Indranee Rajah Guides White Paper on How To Draw Fertility Rebound

Indranee Rajah Guides White Paper on How To Draw Fertility Rebound

Singapore's fertility rate fell to 0.87 in 2024, and researchers are now building a White Paper on how to draw policy responses for fertility and child development. The paper will go to the Marriage and Parenthood Reset Workgroup, putting cost pressures, parenting stress and time scarcity at the center of the review.

Indranee Rajah's 0.87 alarm

0.87 was Singapore's total fertility rate last year, down from 0.97 in 2023. Indranee Rajah, the Minister in the Prime Minister's Office and head of the workgroup, said policymakers are focused on financial support, the perceived stress of raising children and time scarcity.

“On one hand, Singaporeans work hard and strive for excellence, and this has helped us progress as a society and country.” Rajah said at the association's annual conference. “But the pursuit of achievement can sometimes come at the expense of rest, well-being, and having ample time and space to pursue life goals beyond work including marriage and parenthood.”

NUS and the Population Association

The White Paper is being jointly developed by the National University of Singapore's Yong Soo Lin School of Medicine and the Population Association of Singapore. Once ready, it will be submitted to the newly formed Marriage and Parenthood Reset Workgroup, which is expected to release its findings in early 2027.

The workgroup is examining the costs families face at different stages of raising children, a narrower brief than broad birth-rate rhetoric. It is also set to engage students, parents, teachers and academics on ways to ease the education arms race, which signals that schooling pressure is now part of the fertility file.

Jean Yeung's care study

Research presented at the conference adds a complication to any simple child-care fix. One study found that children placed in non-parental care in their first 18 months showed stronger cognitive development between the ages of three and six, but they also faced a higher risk of behavioural problems.
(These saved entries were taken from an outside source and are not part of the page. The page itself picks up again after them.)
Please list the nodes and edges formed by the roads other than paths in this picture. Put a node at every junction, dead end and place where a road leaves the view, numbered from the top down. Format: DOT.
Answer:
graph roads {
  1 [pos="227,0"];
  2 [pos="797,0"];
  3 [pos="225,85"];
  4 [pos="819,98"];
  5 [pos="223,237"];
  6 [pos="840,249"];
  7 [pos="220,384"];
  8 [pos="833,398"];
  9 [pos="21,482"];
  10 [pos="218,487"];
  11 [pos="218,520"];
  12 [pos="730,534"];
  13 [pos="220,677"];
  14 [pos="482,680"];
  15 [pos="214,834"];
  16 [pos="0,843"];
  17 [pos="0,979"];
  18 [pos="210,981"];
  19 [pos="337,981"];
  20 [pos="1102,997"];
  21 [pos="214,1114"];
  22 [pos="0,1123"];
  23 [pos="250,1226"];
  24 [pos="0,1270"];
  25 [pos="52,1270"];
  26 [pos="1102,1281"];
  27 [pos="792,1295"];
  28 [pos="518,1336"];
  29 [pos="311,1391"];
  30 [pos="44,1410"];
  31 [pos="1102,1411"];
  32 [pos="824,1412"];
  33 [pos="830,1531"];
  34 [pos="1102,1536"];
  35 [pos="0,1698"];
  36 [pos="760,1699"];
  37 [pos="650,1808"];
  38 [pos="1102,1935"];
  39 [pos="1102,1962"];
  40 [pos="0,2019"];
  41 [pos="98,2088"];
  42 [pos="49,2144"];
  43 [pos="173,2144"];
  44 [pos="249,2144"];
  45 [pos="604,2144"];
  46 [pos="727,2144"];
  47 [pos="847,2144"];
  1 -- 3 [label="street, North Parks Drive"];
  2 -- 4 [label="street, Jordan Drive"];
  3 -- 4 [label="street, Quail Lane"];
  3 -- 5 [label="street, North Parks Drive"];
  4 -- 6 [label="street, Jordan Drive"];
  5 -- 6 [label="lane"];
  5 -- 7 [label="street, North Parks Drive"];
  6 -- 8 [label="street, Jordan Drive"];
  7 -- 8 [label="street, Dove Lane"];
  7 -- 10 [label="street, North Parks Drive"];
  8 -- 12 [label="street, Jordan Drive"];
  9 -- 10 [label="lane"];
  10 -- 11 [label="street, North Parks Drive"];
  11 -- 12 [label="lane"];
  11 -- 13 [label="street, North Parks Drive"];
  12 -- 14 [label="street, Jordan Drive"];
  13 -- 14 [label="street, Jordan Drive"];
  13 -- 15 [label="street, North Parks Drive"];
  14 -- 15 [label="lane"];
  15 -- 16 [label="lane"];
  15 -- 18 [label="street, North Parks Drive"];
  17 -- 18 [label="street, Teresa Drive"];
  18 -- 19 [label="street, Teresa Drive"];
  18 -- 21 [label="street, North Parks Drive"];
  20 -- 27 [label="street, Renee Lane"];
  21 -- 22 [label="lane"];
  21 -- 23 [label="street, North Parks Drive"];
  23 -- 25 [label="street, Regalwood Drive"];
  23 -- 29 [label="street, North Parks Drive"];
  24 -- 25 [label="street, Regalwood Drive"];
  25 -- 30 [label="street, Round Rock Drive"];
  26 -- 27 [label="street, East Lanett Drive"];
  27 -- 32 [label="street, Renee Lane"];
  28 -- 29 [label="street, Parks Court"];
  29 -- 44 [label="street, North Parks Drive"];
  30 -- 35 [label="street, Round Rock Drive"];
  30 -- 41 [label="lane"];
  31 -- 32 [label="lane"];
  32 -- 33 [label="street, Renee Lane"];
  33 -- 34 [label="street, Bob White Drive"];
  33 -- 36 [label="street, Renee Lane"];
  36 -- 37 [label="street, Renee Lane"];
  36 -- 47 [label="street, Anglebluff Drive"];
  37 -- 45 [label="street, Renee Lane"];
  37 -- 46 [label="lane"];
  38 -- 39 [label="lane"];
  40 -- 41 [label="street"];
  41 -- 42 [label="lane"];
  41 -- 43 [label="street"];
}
More than half the children in non-parental care were there for more than 50 hours a week, and Professor Jean Yeung said the arrangement can ripple back into the home. “The context is these mothers have to leave their babies for very long hours … I think that’s creating a lot of anxiety and stress among women,” she said.

Yeung, head of the Population Association of Singapore, said extended non-parental care raises parental stress, which then affects parenting quality. She also said primary caregivers, usually mothers, were more likely to use punitive methods of discipline as a result, which puts workplace policy and community support squarely into the policy mix rather than leaving fertility to family incentives alone.